• What to work on: Restate the records that follow word for word. Omit the images.
BEGIN Provided entries
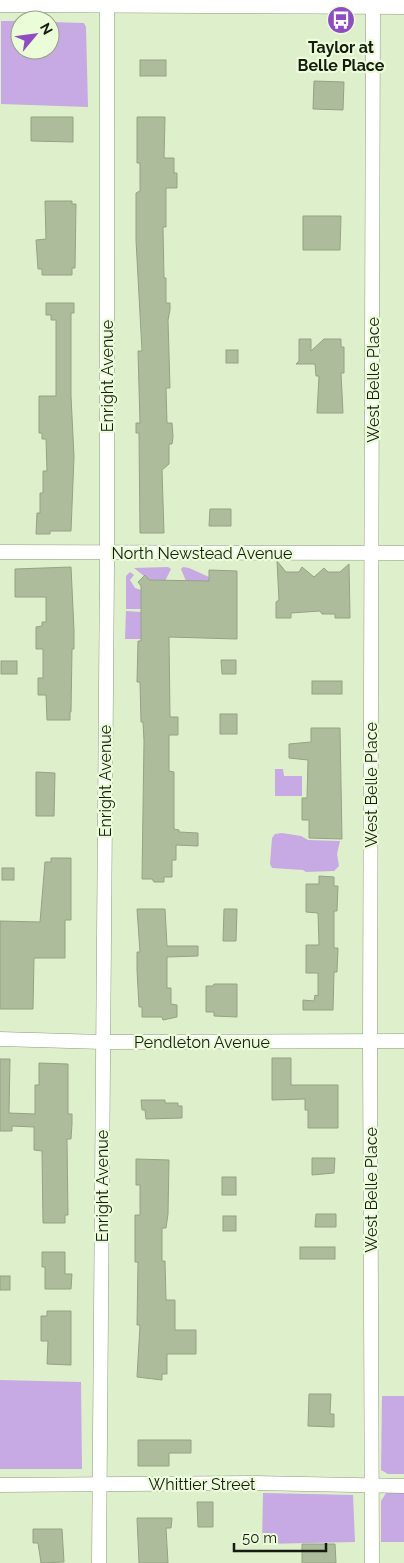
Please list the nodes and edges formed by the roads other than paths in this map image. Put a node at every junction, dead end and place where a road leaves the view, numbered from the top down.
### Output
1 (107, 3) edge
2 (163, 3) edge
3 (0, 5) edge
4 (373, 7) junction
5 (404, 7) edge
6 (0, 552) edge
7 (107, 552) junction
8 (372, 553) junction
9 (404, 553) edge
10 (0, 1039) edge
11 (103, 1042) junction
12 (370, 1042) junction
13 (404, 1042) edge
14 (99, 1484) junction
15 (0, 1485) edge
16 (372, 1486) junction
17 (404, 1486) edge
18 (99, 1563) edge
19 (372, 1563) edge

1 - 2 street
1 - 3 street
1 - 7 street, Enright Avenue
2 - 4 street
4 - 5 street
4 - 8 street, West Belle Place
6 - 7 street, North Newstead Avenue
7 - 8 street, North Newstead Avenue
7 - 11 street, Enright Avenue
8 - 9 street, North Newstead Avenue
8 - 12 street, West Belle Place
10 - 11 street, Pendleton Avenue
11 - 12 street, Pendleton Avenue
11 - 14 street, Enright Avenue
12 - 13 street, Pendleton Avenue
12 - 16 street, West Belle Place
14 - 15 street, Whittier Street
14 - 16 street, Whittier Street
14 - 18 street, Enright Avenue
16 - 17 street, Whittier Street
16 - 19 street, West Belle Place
END Provided entries
• Response to this task:
Please list the nodes and edges formed by the roads other than paths in this map image. Put a node at every junction, dead end and place where a road leaves the view, numbered from the top down.
### Output
1 (107, 3) edge
2 (163, 3) edge
3 (0, 5) edge
4 (373, 7) junction
5 (404, 7) edge
6 (0, 552) edge
7 (107, 552) junction
8 (372, 553) junction
9 (404, 553) edge
10 (0, 1039) edge
11 (103, 1042) junction
12 (370, 1042) junction
13 (404, 1042) edge
14 (99, 1484) junction
15 (0, 1485) edge
16 (372, 1486) junction
17 (404, 1486) edge
18 (99, 1563) edge
19 (372, 1563) edge

1 - 2 street
1 - 3 street
1 - 7 street, Enright Avenue
2 - 4 street
4 - 5 street
4 - 8 street, West Belle Place
6 - 7 street, North Newstead Avenue
7 - 8 street, North Newstead Avenue
7 - 11 street, Enright Avenue
8 - 9 street, North Newstead Avenue
8 - 12 street, West Belle Place
10 - 11 street, Pendleton Avenue
11 - 12 street, Pendleton Avenue
11 - 14 street, Enright Avenue
12 - 13 street, Pendleton Avenue
12 - 16 street, West Belle Place
14 - 15 street, Whittier Street
14 - 16 street, Whittier Street
14 - 18 street, Enright Avenue
16 - 17 street, Whittier Street
16 - 19 street, West Belle Place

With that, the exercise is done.